Southeast Asia is Building Economic Buffers Against a More Volatile World
This issue of Asia Policy Brief by Shay Wester, Director of Asian Economic Affairs at Asia Society Policy Institute, examines the ways Southeast Asian economies have moved to diversify since the April 2025 tariff shock and what that pattern suggests about the region’s economic future.
While Washington remains focused on using tariffs and bilateral deals to reshape trade ties, Southeast Asian economies have been moving on a different track. Over the past year, they have accelerated efforts to find new markets, upgrade trade agreements, and build buffers against a more volatile global economy. ASPI’s trade team has followed activity spanning new and upgraded free trade agreements (FTAs), digital pacts, supply chain initiatives, and energy and critical minerals partnerships.
This is not just a story of ad hoc national efforts: ASEAN is moving forward with a free trade upgrade with China (ACFTA 3.0), a Digital Economic Framework Agreement (DEFA), and the launch of FTA upgrade talks with Korea. DEFA is especially important because it aims to create a common regional framework for digital trade and data governance. Bilateral efforts are moving alongside these ASEAN-level initatives. Indonesia has made deals with the EU and Canada, Malaysia has signed an FTA with South Korea, and Thailand is pushing for new agreements with the EU and other partners. These are not a scattershot of unrelated deals, but a region-wide attempt to reduce concentration risk.

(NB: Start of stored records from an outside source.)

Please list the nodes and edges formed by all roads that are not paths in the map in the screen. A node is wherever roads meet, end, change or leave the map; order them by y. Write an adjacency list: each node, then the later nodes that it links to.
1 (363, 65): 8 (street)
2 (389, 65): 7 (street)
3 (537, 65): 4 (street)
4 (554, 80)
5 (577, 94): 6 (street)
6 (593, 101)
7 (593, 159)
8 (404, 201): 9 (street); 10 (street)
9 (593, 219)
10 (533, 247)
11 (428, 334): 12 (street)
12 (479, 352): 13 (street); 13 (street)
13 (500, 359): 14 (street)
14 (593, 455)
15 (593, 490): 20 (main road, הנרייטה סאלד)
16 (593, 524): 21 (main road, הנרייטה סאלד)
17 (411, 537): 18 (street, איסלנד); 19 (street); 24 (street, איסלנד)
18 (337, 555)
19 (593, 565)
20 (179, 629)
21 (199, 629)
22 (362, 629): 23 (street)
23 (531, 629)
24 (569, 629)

Trade patterns have shifted along with economic diplomacy. ASEAN’s manufactured exports grew nearly 14 percent in 2025—more than half of which came from markets beyond the United States and China. Vietnam and Cambodia expanded their roles in final assembly of consumer electronics and apparel, while Malaysia and Singapore strengthened their positions in AI-and-semiconductor-linked supply chains.